I do not yet see how to generalize this to the 3D case.
On Fri, Oct 17, 2014 at 5:04 PM, Neil Sloane <njasloane@gmail.com> wrote:
For the "circle" version, a person who might know the answer is William (Tom) Trotter, trotter@math.gatech.edu - suggest you ask him. It's just his kind of problem - and he is, or was, the editor of the journal "Order"!
Best regards Neil
Neil J. A. Sloane, President, OEIS Foundation. 11 South Adelaide Avenue, Highland Park, NJ 08904, USA. Also Visiting Scientist, Math. Dept., Rutgers University, Piscataway, NJ. Phone: 732 828 6098; home page: http://NeilSloane.com Email: njasloane@gmail.com
On Fri, Oct 17, 2014 at 7:00 PM, Charles Greathouse < charles.greathouse@case.edu> wrote:
I agree, great question. The 1-dimensiononal version is trivial, so the simplest (possibly-)nontrivial version is dimension 2 with a circle rolling on a 1-dimensional floor (I think we always want to assume codimension 1 here). So 1, 2, and 3 bubbles can be arranged in all ways by taking symmetrical positions, leaving 4 the first nontrivial case.The best I can do offhand is to put one in the center and three evenly spaced along the edge, which I think gives 12 orders.

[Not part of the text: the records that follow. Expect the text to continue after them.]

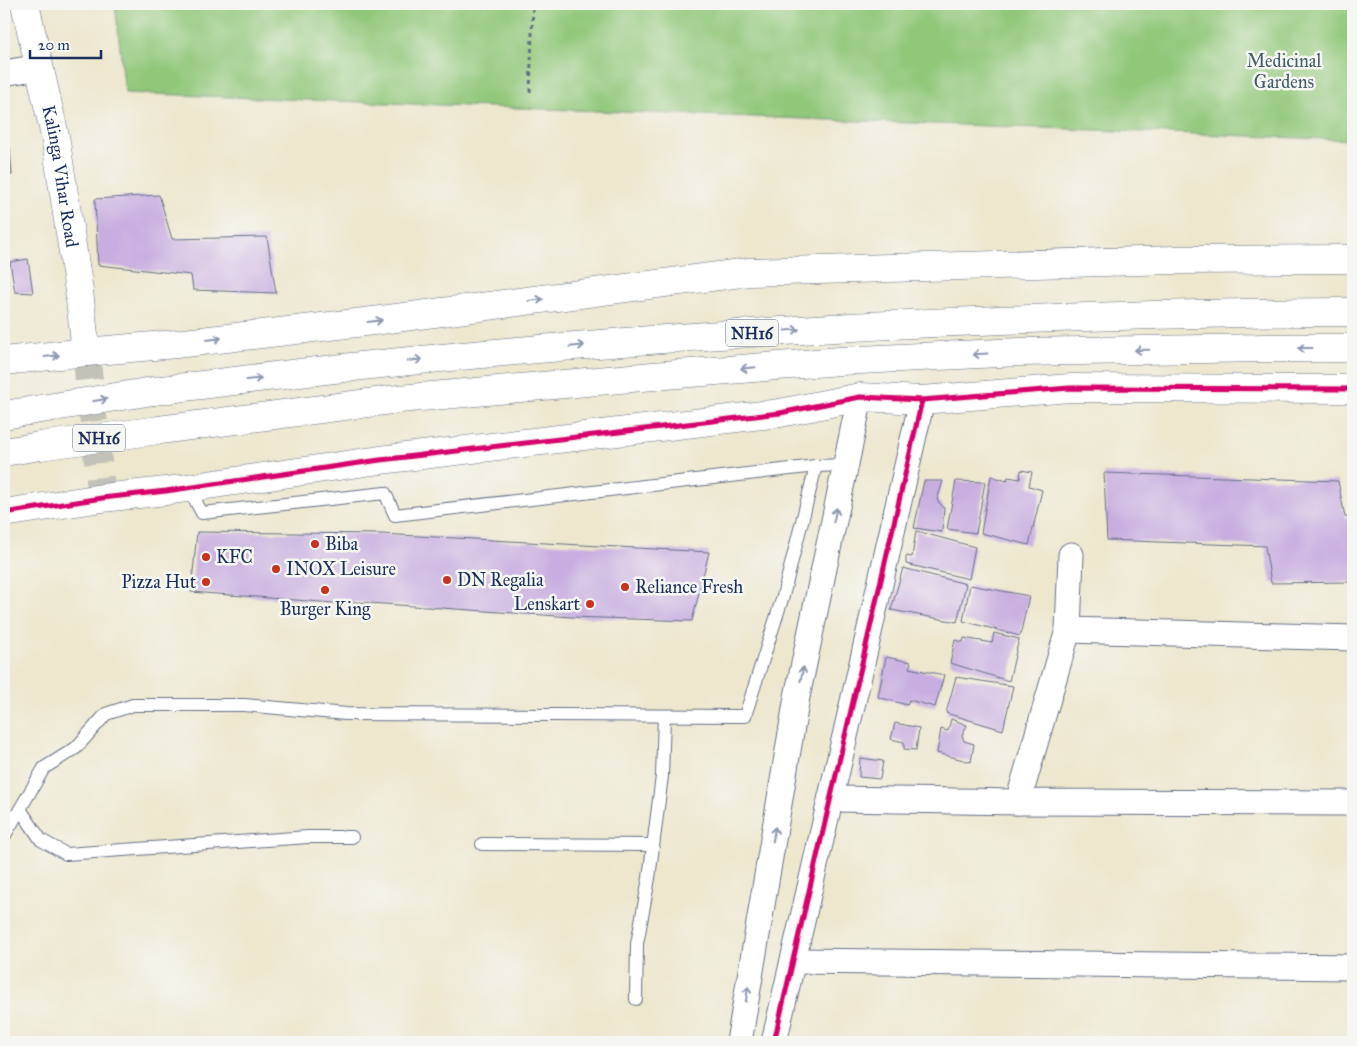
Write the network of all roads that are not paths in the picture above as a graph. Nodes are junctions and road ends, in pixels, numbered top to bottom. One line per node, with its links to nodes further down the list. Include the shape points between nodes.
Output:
1 (25, 4): 2 (main road, Kalinga Vihar Road)
2 (39, 67): 3 (street); 7 (main road, Kalinga Vihar Road, via 55,136)
3 (4, 73)
4 (1353, 259): 7 (main road, one-way to 4, via 373,321 749,272 1174,260)
5 (1353, 312): 12 (main road, NH16, one-way to 5, bridge, via 153,391 398,362 639,341 1016,319)
6 (1353, 348): 13 (main road, NH16, one-way to 13, bridge, via 1019,352 840,361 399,399)
7 (86, 352): 8 (main road, one-way to 7)
8 (4, 361)
9 (1353, 389): 11 (main road, via 1070,388)
10 (860, 397): 11 (main road); 14 (street); 16 (main road, via 780,413 380,460)
11 (922, 400): 22 (street)
12 (4, 415)
13 (4, 452)
14 (846, 465): 15 (lane); 33 (street, one-way to 14, via 797,697)
15 (816, 466): 16 (lane, via 395,515 386,493 202,513); 21 (lane, via 783,596 745,716)
16 (188, 487): 17 (main road)
17 (4, 513)
18 (1071, 555): 19 (street)
19 (1068, 630): 20 (street); 23 (street)
20 (1353, 638)
21 (664, 716): 25 (lane, via 346,714 244,705 133,705 106,714 76,748 44,768); 29 (lane, via 662,776)
22 (830, 797): 23 (street); 30 (street)
23 (1018, 802): 24 (street)
24 (1353, 804)
25 (20, 809): 26 (lane); 27 (lane, via 41,840 66,854 308,837)
26 (5, 835)
27 (352, 837)
28 (482, 844): 29 (lane)
29 (653, 846): 32 (lane, via 637,944)
30 (793, 961): 31 (street); 34 (street)
31 (1353, 967)
32 (636, 999)
33 (739, 1042)
34 (774, 1042)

But there are over 2000 entries in the OEIS starting 1, 2, 6, 12-24, = 12, ... so this isn't even enough to see if the sequence has been studied before.
Charles Greathouse Analyst/Programmer Case Western Reserve University
On Fri, Oct 17, 2014 at 6:02 PM, Dan Asimov <dasimov@earthlink.net> wrote:
What a great question!
--Dan
On Oct 17, 2014, at 2:54 PM, David Wilson <davidwwilson@comcast.net> wrote:
A clear marble has N tiny bubbles in it, numbered 1 through N.
Roll the marble on the floor, then list the bubbles in order of their distance from the floor (ignore situations where two or more bubbles are at the same height).
Given an optimal distribution of bubbles, what is the largest possible number of bubble orders you could record?
What if you measure distance from the contact point of the marble and floor?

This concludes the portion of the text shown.